Logtalk user manual
Error handling

Error handling

All error handling is done in Logtalk by using the ISO defined catch/3 and throw/1 predicates [ISO 95]. Errors thrown by Logtalk have the following format:

error(Error, logtalk(Goal, GoalContext))

In this exception term, Goal is the goal that triggered the error Error and GoalContext is the context in which Goal is called. For example:

error(permission_error(modify,private_predicate,p), logtalk(foo::abolish(p/0),user))

Note, however, that Goal and GoalContext can be variables when the corresponding information is not available (usually due to compiler optimizations that throw away the necessary error context information). In particular, the GoalContext can be, when instantiated, just the entity calling the goal or a full execution context depending on how much (or how little) information is available when an exception occurs.

Compiler warnings and errors

The current Logtalk compiler uses the read_term/3 ISO Prolog defined built-in predicate to read and compile a Logtalk source file. One consequence of this is that invalid Prolog terms or syntax errors may abort the compilation process with limited information given to the user (due to the inherent limitations of the read_term/3 predicate).

If all the terms in a source file are valid, then there is a set of errors or potential errors, described below, that the compiler will try to detect and report, depending on the used compiler flags (see the Writing, running, and debugging programs section of this manual for details).

Unknown entities

The Logtalk compiler warns about any referenced entity that is not currently loaded. The warning may reveal a misspell entity name or just an entity that it will be loaded later. Out-of-oder loading should be avoided when possible as it prevents some code optimizations such as static binding od messages to methods.

Singleton variables

Singleton variables in a clause are often misspell variables and, as such, one of the most common errors when programming in Prolog. when the backend Prolog compiler complies with the Prolog ISO standard or at least supports the ISO predicate read_term/3 called with the option singletons(S), the Logtalk compiler warns about any singleton variable found while compiling a source file.

Redefinition of Prolog built-in predicates

The Logtalk compiler will warn us of any redefinition of a Prolog built-in predicate inside an object or category. Sometimes the redefinition is intended. In other cases, the user may not be aware that the subjacent Prolog compiler may already provide the predicate as a built-in or we may want to ensure code portability among several Prolog compilers with different sets of built-in predicates.

Redefinition of Logtalk built-in predicates

Similar to the redefinition of Prolog built-in predicates, the Logtalk compiler will warn us if we try to redefine a Logtalk built-in. The redefinition will probably be an error in almost all (if not all) cases.

Redefinition of Logtalk built-in methods

An error will be thrown if we attempt to redefine a Logtalk built-in method inside an entity. The default behavior is to report the error and abort the compilation of the offending entity.

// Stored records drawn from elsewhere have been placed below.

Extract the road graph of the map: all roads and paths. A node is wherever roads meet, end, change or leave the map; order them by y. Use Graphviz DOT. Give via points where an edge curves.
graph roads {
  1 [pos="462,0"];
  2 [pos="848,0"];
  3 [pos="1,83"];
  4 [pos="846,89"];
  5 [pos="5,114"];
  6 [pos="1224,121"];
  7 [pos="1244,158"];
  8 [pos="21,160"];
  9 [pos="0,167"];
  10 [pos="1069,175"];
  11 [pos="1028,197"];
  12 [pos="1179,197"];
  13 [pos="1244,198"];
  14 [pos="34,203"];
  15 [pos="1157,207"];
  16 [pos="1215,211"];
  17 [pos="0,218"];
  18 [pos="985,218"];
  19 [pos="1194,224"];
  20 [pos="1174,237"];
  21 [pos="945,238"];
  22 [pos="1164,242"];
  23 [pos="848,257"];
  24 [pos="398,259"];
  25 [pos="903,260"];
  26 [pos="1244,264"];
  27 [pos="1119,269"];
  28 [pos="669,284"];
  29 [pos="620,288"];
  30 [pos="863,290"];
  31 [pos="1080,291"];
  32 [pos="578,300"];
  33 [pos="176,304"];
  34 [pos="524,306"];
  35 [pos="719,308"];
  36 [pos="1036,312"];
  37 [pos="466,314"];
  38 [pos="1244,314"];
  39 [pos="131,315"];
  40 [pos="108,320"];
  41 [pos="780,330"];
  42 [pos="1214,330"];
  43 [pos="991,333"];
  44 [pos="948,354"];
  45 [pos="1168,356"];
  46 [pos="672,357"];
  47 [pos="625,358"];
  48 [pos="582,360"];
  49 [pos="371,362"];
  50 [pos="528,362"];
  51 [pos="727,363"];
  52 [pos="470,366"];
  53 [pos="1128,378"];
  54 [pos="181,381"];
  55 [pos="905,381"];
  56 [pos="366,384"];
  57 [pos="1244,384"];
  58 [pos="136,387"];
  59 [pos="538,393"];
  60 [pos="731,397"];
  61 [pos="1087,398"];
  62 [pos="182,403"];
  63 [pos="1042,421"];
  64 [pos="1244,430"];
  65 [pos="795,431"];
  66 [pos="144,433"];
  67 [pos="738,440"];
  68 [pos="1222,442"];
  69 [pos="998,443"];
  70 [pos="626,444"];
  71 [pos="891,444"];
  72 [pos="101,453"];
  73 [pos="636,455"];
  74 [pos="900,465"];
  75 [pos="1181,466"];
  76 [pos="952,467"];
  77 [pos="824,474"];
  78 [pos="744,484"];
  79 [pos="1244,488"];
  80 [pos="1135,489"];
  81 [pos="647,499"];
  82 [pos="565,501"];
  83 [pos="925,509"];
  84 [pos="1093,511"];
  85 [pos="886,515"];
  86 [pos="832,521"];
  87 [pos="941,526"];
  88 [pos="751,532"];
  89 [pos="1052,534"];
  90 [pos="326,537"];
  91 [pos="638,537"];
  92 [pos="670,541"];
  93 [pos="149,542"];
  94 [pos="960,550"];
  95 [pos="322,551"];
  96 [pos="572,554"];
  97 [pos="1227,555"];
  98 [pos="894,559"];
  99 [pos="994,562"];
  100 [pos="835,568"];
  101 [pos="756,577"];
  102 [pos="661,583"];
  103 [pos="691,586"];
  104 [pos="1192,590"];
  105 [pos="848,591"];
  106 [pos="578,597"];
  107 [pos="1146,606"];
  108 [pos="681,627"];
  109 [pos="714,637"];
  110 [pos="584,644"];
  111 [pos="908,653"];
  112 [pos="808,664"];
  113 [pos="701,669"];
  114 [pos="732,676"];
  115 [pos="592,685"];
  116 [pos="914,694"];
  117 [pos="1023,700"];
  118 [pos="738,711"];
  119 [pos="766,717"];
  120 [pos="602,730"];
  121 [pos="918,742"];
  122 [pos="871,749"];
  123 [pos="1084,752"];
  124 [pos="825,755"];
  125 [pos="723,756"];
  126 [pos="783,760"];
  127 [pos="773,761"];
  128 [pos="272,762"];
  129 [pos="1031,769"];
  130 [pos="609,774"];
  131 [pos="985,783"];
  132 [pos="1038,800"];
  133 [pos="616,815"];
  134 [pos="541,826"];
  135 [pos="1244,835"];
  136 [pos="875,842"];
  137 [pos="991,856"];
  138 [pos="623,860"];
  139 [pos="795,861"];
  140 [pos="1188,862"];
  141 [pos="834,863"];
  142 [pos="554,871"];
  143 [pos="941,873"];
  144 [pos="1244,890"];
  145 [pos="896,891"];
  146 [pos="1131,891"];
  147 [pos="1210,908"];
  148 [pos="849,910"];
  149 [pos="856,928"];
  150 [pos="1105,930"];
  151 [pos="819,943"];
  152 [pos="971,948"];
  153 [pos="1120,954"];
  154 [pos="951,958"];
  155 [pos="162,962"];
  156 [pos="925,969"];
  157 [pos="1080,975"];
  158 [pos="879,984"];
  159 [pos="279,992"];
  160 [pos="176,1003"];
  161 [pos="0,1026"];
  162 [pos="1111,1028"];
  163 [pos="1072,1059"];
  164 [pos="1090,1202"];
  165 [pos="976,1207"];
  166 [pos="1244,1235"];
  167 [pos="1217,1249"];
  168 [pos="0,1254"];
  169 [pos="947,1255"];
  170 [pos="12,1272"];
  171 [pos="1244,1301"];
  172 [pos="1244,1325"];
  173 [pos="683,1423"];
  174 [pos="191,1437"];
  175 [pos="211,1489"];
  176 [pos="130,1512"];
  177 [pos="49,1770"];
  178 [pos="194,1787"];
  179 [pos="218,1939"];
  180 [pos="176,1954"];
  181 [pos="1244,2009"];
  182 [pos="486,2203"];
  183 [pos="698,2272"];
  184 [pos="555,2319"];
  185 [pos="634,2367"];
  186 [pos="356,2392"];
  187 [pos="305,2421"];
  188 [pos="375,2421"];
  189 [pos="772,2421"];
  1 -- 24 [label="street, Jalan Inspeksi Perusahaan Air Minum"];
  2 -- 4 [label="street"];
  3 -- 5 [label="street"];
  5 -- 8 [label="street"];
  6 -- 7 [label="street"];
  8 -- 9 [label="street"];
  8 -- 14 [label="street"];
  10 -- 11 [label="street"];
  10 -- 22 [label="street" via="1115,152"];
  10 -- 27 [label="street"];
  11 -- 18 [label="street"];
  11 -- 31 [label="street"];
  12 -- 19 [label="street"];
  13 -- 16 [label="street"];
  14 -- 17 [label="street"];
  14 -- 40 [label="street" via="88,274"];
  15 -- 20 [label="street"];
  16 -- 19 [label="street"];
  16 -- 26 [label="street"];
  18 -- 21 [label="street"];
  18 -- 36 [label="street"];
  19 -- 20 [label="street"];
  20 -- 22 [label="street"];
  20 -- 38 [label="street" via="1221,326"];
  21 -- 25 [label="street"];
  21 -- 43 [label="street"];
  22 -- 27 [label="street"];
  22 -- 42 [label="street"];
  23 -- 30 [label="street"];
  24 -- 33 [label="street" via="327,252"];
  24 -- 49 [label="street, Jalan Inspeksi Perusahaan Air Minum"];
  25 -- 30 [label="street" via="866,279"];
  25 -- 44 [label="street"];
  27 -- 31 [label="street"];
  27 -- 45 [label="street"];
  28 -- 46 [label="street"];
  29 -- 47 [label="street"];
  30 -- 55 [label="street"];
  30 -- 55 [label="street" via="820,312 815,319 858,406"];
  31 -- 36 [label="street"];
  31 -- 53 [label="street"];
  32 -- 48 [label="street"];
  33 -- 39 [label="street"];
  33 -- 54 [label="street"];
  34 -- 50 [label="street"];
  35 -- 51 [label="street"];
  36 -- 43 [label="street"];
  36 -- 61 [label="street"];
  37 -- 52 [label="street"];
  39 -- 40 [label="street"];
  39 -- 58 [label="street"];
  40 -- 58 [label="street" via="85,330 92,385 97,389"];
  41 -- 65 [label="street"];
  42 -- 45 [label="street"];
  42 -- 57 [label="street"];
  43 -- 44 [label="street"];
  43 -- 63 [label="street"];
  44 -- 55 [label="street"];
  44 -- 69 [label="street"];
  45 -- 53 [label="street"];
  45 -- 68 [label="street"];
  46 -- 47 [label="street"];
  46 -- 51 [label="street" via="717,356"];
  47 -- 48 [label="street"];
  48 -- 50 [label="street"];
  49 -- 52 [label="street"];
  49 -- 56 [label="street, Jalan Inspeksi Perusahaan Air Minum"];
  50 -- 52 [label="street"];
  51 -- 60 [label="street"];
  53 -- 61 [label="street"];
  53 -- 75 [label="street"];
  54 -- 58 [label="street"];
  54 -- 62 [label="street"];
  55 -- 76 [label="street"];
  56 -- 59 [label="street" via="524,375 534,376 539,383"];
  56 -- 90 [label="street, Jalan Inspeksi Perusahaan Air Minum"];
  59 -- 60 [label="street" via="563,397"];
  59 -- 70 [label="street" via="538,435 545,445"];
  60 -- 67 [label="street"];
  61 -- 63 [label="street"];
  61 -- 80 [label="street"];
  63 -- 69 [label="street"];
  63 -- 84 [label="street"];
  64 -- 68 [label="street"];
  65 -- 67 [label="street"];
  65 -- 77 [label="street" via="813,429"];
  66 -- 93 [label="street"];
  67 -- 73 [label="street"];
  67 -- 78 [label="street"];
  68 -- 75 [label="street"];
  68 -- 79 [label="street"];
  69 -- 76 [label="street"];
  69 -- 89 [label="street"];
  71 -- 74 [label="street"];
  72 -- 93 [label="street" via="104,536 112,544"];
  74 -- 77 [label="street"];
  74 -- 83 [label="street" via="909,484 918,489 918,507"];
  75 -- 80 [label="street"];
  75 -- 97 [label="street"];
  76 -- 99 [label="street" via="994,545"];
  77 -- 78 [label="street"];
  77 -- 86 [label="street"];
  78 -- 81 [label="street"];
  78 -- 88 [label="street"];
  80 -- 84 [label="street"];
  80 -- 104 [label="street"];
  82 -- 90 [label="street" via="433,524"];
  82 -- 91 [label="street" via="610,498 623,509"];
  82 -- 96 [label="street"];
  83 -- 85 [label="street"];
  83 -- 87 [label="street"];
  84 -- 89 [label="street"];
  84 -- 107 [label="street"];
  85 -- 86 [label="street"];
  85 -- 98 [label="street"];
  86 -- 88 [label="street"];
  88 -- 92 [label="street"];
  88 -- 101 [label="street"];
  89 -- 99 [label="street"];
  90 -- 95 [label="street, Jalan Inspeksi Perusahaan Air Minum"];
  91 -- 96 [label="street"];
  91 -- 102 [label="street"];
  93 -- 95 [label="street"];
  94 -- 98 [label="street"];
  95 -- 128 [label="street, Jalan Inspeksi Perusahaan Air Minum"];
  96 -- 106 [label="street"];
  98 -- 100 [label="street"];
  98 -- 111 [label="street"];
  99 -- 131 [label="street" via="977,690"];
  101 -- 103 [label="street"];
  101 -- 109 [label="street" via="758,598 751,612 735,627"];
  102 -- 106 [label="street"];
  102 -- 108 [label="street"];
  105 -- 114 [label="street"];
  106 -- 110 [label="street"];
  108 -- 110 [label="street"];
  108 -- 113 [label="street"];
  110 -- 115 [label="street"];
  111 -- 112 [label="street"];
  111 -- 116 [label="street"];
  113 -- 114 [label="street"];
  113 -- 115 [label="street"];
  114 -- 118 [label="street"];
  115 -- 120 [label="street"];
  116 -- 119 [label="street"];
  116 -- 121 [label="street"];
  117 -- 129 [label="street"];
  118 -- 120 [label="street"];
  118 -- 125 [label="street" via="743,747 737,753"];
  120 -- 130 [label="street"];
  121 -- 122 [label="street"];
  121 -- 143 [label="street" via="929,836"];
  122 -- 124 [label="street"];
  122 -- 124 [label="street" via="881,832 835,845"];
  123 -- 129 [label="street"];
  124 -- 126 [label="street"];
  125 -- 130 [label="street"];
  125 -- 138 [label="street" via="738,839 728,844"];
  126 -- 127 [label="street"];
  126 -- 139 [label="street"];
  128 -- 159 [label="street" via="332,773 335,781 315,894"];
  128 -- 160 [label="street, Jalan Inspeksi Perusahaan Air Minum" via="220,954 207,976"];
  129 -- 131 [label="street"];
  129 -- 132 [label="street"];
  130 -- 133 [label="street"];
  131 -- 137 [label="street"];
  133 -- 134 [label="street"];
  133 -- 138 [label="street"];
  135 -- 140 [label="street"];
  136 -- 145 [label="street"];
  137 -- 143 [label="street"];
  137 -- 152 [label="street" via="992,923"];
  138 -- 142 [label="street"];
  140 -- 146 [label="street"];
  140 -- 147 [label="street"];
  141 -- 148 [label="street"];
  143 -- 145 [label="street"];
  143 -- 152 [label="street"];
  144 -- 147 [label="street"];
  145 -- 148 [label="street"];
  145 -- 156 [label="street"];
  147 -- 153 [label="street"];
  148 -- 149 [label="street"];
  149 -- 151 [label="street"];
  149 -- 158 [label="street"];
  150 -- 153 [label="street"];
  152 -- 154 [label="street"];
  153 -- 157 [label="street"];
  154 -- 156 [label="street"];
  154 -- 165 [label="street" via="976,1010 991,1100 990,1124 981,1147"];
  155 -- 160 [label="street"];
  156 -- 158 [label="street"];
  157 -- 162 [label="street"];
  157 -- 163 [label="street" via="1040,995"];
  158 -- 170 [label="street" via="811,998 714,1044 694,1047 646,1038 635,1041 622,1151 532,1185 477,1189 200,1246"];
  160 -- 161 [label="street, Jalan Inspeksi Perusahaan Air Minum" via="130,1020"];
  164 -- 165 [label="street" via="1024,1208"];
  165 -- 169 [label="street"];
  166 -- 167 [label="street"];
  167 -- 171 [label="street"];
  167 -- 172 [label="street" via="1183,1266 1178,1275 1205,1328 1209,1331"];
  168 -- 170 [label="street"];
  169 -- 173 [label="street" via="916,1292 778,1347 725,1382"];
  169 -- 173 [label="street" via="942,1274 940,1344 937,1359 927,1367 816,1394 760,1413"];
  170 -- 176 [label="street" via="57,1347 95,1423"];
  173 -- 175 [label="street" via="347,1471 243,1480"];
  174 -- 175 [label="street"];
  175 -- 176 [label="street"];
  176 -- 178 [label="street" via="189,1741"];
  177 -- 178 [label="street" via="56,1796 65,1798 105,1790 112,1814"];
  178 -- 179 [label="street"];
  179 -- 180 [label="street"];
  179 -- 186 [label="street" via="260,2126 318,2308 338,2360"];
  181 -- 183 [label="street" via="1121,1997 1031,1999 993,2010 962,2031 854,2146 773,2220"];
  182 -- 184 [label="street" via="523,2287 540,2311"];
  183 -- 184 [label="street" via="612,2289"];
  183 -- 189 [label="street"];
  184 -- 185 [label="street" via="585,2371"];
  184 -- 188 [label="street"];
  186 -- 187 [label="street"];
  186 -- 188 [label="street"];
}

Misspell calls of local predicates

A warning will be reported if Logtalk finds (in the body of a predicate definition) a call to a local predicate that is not defined, built-in (either in Prolog or in Logtalk) or declared dynamic. In most cases these calls are simple misspell errors.

Portability warnings

A warning will be reported if a predicate clause contains a call to a non-ISO specified built-in predicate or arithmetic function, Portability warnings are also reported for non-standard flags or flag values. These warnings often cannot be avoided due to the limited scope of the ISO Prolog standard.

Missing directives

A warning will be reported for any missing dynamic, discontiguous, meta-predicate, and public predicate directive.

Trivial fails

A warning will be reported for any call to a local static predicate with no matching clause.

Redefinition of predicates declared in uses/2 and use_module/2 directives

A error will be reported for any attempt to define locally a predicate that is already listed in a uses/2 or in a use_module/2 directive.

Other warnings and errors

The Logtalk compiler will throw an error if it finds a predicate clause or a directive that cannot be parsed. The default behavior is to report the error and abort the compilation of the offending entity.

Runtime errors

This section briefly describes runtime errors that result from misuse of Logtalk built-in predicates, built-in methods or from message sending. For a complete and detailed description of runtime errors please consult the Reference Manual.

Logtalk built-in predicates

Most Logtalk built-in predicates checks the type and mode of the calling arguments, throwing an exception in case of misuse.

Logtalk built-in methods

Most Logtalk built-in method checks the type and mode of the calling arguments, throwing an exception in case of misuse.

Message sending

The message sending mechanisms always check if the receiver of a message is a defined object and if the message corresponds to a declared predicate within the scope of the sender. The built-in protocol forwarding declares a predicate, forward/1, which is automatically called (if defined) by the runtime for any message that the receiving object does not understand. The usual definition for this error handler is to delegate or forward the message to another object that might be able to answer it:

forward(Message) :-
    [Object::Message].	% forward the message while preserving the original sender

If preserving the original sender is not required, this definition can be simplified to:

forward(Message) :-

More sophisticated definitions are, of course, possible.